## Try it
Give back all of the records exactly.

Segment Start: Listed entries

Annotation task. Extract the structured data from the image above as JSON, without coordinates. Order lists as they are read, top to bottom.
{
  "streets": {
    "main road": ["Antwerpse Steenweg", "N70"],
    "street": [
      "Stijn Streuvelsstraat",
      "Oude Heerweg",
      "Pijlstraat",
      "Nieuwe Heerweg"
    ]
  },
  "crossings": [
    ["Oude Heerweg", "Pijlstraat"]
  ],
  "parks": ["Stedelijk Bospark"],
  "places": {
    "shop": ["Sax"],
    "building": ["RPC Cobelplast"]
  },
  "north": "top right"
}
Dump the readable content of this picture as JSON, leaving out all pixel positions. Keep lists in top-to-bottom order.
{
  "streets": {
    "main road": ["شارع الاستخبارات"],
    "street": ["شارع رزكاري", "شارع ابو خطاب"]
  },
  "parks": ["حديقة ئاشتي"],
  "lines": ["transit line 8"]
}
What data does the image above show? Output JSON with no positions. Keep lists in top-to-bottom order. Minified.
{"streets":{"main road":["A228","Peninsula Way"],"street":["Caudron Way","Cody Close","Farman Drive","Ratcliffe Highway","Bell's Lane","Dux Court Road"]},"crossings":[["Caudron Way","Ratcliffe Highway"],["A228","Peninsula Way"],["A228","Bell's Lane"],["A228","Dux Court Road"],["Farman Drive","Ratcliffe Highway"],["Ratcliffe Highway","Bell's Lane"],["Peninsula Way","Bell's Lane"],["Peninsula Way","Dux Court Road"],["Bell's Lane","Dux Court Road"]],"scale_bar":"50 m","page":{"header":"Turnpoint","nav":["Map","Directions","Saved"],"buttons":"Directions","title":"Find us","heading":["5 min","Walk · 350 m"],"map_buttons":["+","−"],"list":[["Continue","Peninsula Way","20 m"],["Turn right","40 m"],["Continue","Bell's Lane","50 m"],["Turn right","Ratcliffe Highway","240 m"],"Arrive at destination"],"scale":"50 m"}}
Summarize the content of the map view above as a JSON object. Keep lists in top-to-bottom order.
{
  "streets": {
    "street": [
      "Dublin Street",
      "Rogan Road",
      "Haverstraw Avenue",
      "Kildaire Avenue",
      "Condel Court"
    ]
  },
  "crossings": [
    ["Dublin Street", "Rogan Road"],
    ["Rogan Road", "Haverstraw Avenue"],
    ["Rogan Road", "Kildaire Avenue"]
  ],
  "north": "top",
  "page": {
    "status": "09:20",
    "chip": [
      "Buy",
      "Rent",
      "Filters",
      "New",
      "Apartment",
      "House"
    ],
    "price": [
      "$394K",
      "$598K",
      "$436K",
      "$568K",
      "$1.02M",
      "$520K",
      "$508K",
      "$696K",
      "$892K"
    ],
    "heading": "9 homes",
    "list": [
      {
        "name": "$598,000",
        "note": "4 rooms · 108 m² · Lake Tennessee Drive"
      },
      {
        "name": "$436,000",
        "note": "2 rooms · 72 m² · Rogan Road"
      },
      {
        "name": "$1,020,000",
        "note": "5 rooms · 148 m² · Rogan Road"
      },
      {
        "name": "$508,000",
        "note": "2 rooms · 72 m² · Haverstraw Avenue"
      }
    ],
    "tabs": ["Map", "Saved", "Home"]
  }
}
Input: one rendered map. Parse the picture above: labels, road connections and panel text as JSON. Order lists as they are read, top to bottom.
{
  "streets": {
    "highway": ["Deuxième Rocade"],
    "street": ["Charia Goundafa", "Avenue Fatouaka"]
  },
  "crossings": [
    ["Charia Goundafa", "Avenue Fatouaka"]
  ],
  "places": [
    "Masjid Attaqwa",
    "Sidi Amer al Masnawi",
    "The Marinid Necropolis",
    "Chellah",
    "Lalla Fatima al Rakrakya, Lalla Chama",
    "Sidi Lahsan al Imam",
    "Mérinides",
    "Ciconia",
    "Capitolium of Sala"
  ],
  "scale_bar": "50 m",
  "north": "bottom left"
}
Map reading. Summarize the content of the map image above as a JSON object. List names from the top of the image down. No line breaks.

Segment End: Listed entries

## Solved problem
Annotation task. Extract the structured data from the image above as JSON, without coordinates. Order lists as they are read, top to bottom.
{
  "streets": {
    "main road": ["Antwerpse Steenweg", "N70"],
    "street": [
      "Stijn Streuvelsstraat",
      "Oude Heerweg",
      "Pijlstraat",
      "Nieuwe Heerweg"
    ]
  },
  "crossings": [
    ["Oude Heerweg", "Pijlstraat"]
  ],
  "parks": ["Stedelijk Bospark"],
  "places": {
    "shop": ["Sax"],
    "building": ["RPC Cobelplast"]
  },
  "north": "top right"
}
Dump the readable content of this picture as JSON, leaving out all pixel positions. Keep lists in top-to-bottom order.
{
  "streets": {
    "main road": ["شارع الاستخبارات"],
    "street": ["شارع رزكاري", "شارع ابو خطاب"]
  },
  "parks": ["حديقة ئاشتي"],
  "lines": ["transit line 8"]
}
What data does the image above show? Output JSON with no positions. Keep lists in top-to-bottom order. Minified.
{"streets":{"main road":["A228","Peninsula Way"],"street":["Caudron Way","Cody Close","Farman Drive","Ratcliffe Highway","Bell's Lane","Dux Court Road"]},"crossings":[["Caudron Way","Ratcliffe Highway"],["A228","Peninsula Way"],["A228","Bell's Lane"],["A228","Dux Court Road"],["Farman Drive","Ratcliffe Highway"],["Ratcliffe Highway","Bell's Lane"],["Peninsula Way","Bell's Lane"],["Peninsula Way","Dux Court Road"],["Bell's Lane","Dux Court Road"]],"scale_bar":"50 m","page":{"header":"Turnpoint","nav":["Map","Directions","Saved"],"buttons":"Directions","title":"Find us","heading":["5 min","Walk · 350 m"],"map_buttons":["+","−"],"list":[["Continue","Peninsula Way","20 m"],["Turn right","40 m"],["Continue","Bell's Lane","50 m"],["Turn right","Ratcliffe Highway","240 m"],"Arrive at destination"],"scale":"50 m"}}
Summarize the content of the map view above as a JSON object. Keep lists in top-to-bottom order.
{
  "streets": {
    "street": [
      "Dublin Street",
      "Rogan Road",
      "Haverstraw Avenue",
      "Kildaire Avenue",
      "Condel Court"
    ]
  },
  "crossings": [
    ["Dublin Street", "Rogan Road"],
    ["Rogan Road", "Haverstraw Avenue"],
    ["Rogan Road", "Kildaire Avenue"]
  ],
  "north": "top",
  "page": {
    "status": "09:20",
    "chip": [
      "Buy",
      "Rent",
      "Filters",
      "New",
      "Apartment",
      "House"
    ],
    "price": [
      "$394K",
      "$598K",
      "$436K",
      "$568K",
      "$1.02M",
      "$520K",
      "$508K",
      "$696K",
      "$892K"
    ],
    "heading": "9 homes",
    "list": [
      {
        "name": "$598,000",
        "note": "4 rooms · 108 m² · Lake Tennessee Drive"
      },
      {
        "name": "$436,000",
        "note": "2 rooms · 72 m² · Rogan Road"
      },
      {
        "name": "$1,020,000",
        "note": "5 rooms · 148 m² · Rogan Road"
      },
      {
        "name": "$508,000",
        "note": "2 rooms · 72 m² · Haverstraw Avenue"
      }
    ],
    "tabs": ["Map", "Saved", "Home"]
  }
}
Input: one rendered map. Parse the picture above: labels, road connections and panel text as JSON. Order lists as they are read, top to bottom.
{
  "streets": {
    "highway": ["Deuxième Rocade"],
    "street": ["Charia Goundafa", "Avenue Fatouaka"]
  },
  "crossings": [
    ["Charia Goundafa", "Avenue Fatouaka"]
  ],
  "places": [
    "Masjid Attaqwa",
    "Sidi Amer al Masnawi",
    "The Marinid Necropolis",
    "Chellah",
    "Lalla Fatima al Rakrakya, Lalla Chama",
    "Sidi Lahsan al Imam",
    "Mérinides",
    "Ciconia",
    "Capitolium of Sala"
  ],
  "scale_bar": "50 m",
  "north": "bottom left"
}
Map reading. Summarize the content of the map image above as a JSON object. List names from the top of the image down. No line breaks.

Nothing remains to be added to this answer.